For each entry that follows, produce an exact copy.

#####

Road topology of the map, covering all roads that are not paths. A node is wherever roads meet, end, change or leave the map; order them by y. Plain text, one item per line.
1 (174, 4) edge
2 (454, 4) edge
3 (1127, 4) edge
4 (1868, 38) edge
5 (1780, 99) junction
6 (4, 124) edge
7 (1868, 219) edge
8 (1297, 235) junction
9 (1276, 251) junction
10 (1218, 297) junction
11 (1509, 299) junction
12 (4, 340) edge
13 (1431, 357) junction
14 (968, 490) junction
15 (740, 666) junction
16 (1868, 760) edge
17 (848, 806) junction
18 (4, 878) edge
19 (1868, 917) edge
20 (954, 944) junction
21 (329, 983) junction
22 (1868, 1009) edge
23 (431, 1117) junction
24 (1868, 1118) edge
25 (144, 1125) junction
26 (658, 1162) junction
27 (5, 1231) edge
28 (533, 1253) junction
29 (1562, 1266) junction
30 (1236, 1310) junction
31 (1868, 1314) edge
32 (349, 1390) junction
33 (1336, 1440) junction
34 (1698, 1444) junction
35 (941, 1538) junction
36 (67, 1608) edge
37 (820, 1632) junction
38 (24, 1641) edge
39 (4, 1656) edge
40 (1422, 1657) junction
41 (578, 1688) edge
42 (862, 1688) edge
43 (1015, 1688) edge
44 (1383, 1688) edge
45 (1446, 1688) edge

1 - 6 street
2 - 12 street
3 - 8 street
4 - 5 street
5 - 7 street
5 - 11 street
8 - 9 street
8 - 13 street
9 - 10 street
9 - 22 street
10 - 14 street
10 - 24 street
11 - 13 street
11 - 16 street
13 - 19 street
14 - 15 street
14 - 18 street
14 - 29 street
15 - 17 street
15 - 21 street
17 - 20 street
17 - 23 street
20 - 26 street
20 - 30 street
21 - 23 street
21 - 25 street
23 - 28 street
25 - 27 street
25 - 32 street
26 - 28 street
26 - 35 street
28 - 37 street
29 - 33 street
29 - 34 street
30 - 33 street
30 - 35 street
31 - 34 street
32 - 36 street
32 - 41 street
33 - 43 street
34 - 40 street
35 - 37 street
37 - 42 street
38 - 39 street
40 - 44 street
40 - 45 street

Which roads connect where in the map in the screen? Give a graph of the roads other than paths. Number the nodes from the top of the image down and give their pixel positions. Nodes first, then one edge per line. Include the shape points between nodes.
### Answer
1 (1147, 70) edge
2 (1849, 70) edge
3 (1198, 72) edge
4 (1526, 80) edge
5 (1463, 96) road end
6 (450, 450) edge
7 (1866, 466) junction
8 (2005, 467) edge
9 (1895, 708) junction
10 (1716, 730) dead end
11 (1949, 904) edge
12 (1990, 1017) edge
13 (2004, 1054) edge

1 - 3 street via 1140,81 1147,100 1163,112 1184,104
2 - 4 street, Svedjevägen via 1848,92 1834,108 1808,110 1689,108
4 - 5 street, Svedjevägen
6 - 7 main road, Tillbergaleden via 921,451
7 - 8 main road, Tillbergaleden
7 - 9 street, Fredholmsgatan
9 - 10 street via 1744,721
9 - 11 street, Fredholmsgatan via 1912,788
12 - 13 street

#####

WRITTEN RESPONSE =>
Road topology of the map, covering all roads that are not paths. A node is wherever roads meet, end, change or leave the map; order them by y. Plain text, one item per line.
1 (174, 4) edge
2 (454, 4) edge
3 (1127, 4) edge
4 (1868, 38) edge
5 (1780, 99) junction
6 (4, 124) edge
7 (1868, 219) edge
8 (1297, 235) junction
9 (1276, 251) junction
10 (1218, 297) junction
11 (1509, 299) junction
12 (4, 340) edge
13 (1431, 357) junction
14 (968, 490) junction
15 (740, 666) junction
16 (1868, 760) edge
17 (848, 806) junction
18 (4, 878) edge
19 (1868, 917) edge
20 (954, 944) junction
21 (329, 983) junction
22 (1868, 1009) edge
23 (431, 1117) junction
24 (1868, 1118) edge
25 (144, 1125) junction
26 (658, 1162) junction
27 (5, 1231) edge
28 (533, 1253) junction
29 (1562, 1266) junction
30 (1236, 1310) junction
31 (1868, 1314) edge
32 (349, 1390) junction
33 (1336, 1440) junction
34 (1698, 1444) junction
35 (941, 1538) junction
36 (67, 1608) edge
37 (820, 1632) junction
38 (24, 1641) edge
39 (4, 1656) edge
40 (1422, 1657) junction
41 (578, 1688) edge
42 (862, 1688) edge
43 (1015, 1688) edge
44 (1383, 1688) edge
45 (1446, 1688) edge

1 - 6 street
2 - 12 street
3 - 8 street
4 - 5 street
5 - 7 street
5 - 11 street
8 - 9 street
8 - 13 street
9 - 10 street
9 - 22 street
10 - 14 street
10 - 24 street
11 - 13 street
11 - 16 street
13 - 19 street
14 - 15 street
14 - 18 street
14 - 29 street
15 - 17 street
15 - 21 street
17 - 20 street
17 - 23 street
20 - 26 street
20 - 30 street
21 - 23 street
21 - 25 street
23 - 28 street
25 - 27 street
25 - 32 street
26 - 28 street
26 - 35 street
28 - 37 street
29 - 33 street
29 - 34 street
30 - 33 street
30 - 35 street
31 - 34 street
32 - 36 street
32 - 41 street
33 - 43 street
34 - 40 street
35 - 37 street
37 - 42 street
38 - 39 street
40 - 44 street
40 - 45 street

Which roads connect where in the map in the screen? Give a graph of the roads other than paths. Number the nodes from the top of the image down and give their pixel positions. Nodes first, then one edge per line. Include the shape points between nodes.
### Answer
1 (1147, 70) edge
2 (1849, 70) edge
3 (1198, 72) edge
4 (1526, 80) edge
5 (1463, 96) road end
6 (450, 450) edge
7 (1866, 466) junction
8 (2005, 467) edge
9 (1895, 708) junction
10 (1716, 730) dead end
11 (1949, 904) edge
12 (1990, 1017) edge
13 (2004, 1054) edge

1 - 3 street via 1140,81 1147,100 1163,112 1184,104
2 - 4 street, Svedjevägen via 1848,92 1834,108 1808,110 1689,108
4 - 5 street, Svedjevägen
6 - 7 main road, Tillbergaleden via 921,451
7 - 8 main road, Tillbergaleden
7 - 9 street, Fredholmsgatan
9 - 10 street via 1744,721
9 - 11 street, Fredholmsgatan via 1912,788
12 - 13 street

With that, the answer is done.